→ **The task**
Whenever a line in the data below includes the string "UTCA", copy it out.

Stored data:
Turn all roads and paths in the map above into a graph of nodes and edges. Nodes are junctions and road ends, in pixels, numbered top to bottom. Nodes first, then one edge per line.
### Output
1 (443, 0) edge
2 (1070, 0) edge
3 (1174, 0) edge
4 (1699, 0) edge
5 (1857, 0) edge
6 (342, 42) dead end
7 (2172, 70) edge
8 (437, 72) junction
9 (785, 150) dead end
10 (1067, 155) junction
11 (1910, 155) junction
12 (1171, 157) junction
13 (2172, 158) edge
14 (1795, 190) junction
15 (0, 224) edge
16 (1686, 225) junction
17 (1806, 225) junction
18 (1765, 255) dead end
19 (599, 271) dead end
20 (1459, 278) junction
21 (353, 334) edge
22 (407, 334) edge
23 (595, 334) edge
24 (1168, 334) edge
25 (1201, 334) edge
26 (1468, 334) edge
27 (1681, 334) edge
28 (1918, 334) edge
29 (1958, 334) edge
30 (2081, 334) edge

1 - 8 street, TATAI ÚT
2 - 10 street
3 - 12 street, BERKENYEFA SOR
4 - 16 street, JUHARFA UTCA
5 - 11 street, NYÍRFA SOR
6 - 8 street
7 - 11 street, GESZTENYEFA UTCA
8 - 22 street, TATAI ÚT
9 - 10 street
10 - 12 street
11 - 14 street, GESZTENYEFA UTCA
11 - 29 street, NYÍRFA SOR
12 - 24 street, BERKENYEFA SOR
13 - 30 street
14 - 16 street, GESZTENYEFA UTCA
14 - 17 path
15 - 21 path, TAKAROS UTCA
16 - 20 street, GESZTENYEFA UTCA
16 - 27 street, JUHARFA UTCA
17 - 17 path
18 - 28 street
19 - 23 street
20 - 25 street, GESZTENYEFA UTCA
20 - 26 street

...

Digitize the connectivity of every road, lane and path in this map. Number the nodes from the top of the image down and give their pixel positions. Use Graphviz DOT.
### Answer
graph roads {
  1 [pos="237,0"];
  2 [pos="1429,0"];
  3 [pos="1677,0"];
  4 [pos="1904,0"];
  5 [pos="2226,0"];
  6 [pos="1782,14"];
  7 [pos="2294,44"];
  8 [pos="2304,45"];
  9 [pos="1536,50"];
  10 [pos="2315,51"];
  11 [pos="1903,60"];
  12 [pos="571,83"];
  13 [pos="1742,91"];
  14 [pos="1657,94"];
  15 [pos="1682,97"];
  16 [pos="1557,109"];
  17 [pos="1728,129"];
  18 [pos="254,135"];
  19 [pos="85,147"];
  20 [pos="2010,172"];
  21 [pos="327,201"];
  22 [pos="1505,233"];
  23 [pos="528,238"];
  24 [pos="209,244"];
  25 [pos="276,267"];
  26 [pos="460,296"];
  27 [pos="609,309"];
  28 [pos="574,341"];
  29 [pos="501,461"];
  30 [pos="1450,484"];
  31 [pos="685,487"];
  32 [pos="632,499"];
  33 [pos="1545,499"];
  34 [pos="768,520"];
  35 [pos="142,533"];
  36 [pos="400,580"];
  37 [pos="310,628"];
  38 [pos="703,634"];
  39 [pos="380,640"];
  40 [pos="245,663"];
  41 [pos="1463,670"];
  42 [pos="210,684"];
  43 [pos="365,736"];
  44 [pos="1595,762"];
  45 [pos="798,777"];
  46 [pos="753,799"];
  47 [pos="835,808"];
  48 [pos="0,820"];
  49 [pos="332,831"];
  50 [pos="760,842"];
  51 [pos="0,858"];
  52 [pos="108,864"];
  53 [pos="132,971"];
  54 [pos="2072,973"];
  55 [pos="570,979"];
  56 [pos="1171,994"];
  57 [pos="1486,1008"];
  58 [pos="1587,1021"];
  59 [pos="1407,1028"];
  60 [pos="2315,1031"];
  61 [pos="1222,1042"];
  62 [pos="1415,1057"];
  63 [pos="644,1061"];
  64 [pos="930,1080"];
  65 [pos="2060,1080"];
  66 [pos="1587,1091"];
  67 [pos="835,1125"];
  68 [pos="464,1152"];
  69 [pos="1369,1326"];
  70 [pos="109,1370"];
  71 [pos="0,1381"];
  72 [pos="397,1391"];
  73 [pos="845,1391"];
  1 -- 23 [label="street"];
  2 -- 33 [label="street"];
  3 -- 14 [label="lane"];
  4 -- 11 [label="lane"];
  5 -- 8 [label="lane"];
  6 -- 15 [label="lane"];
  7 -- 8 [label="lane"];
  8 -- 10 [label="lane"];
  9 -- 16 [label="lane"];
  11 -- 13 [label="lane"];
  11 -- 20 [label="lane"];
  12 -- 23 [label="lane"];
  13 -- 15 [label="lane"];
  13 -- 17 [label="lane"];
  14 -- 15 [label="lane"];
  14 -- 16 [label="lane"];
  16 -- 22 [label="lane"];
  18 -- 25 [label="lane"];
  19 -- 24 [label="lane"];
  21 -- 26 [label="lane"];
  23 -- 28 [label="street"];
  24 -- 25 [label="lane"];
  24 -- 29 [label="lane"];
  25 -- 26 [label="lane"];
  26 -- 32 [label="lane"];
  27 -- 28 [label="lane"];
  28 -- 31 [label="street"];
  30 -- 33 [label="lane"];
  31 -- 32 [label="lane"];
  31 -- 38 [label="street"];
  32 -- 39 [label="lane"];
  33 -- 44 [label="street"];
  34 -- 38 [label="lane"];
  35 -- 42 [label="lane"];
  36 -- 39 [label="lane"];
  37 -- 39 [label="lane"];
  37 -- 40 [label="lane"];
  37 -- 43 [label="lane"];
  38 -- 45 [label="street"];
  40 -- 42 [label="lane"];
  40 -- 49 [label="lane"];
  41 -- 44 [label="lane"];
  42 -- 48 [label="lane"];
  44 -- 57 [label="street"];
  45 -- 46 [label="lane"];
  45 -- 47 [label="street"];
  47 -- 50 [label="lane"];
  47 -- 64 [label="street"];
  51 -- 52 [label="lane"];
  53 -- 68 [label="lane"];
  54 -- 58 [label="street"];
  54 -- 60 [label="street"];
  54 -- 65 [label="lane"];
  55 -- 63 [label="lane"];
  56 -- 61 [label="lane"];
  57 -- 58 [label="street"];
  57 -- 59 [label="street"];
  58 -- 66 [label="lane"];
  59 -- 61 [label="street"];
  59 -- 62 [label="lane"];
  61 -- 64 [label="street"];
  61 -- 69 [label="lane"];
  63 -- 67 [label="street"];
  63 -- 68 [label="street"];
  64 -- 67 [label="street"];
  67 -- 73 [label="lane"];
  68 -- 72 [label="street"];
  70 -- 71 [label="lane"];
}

→ **Reply to the exercise**
4 - 16 street, JUHARFA UTCA
7 - 11 street, GESZTENYEFA UTCA
11 - 14 street, GESZTENYEFA UTCA
14 - 16 street, GESZTENYEFA UTCA
15 - 21 path, TAKAROS UTCA
16 - 20 street, GESZTENYEFA UTCA
16 - 27 street, JUHARFA UTCA
20 - 25 street, GESZTENYEFA UTCA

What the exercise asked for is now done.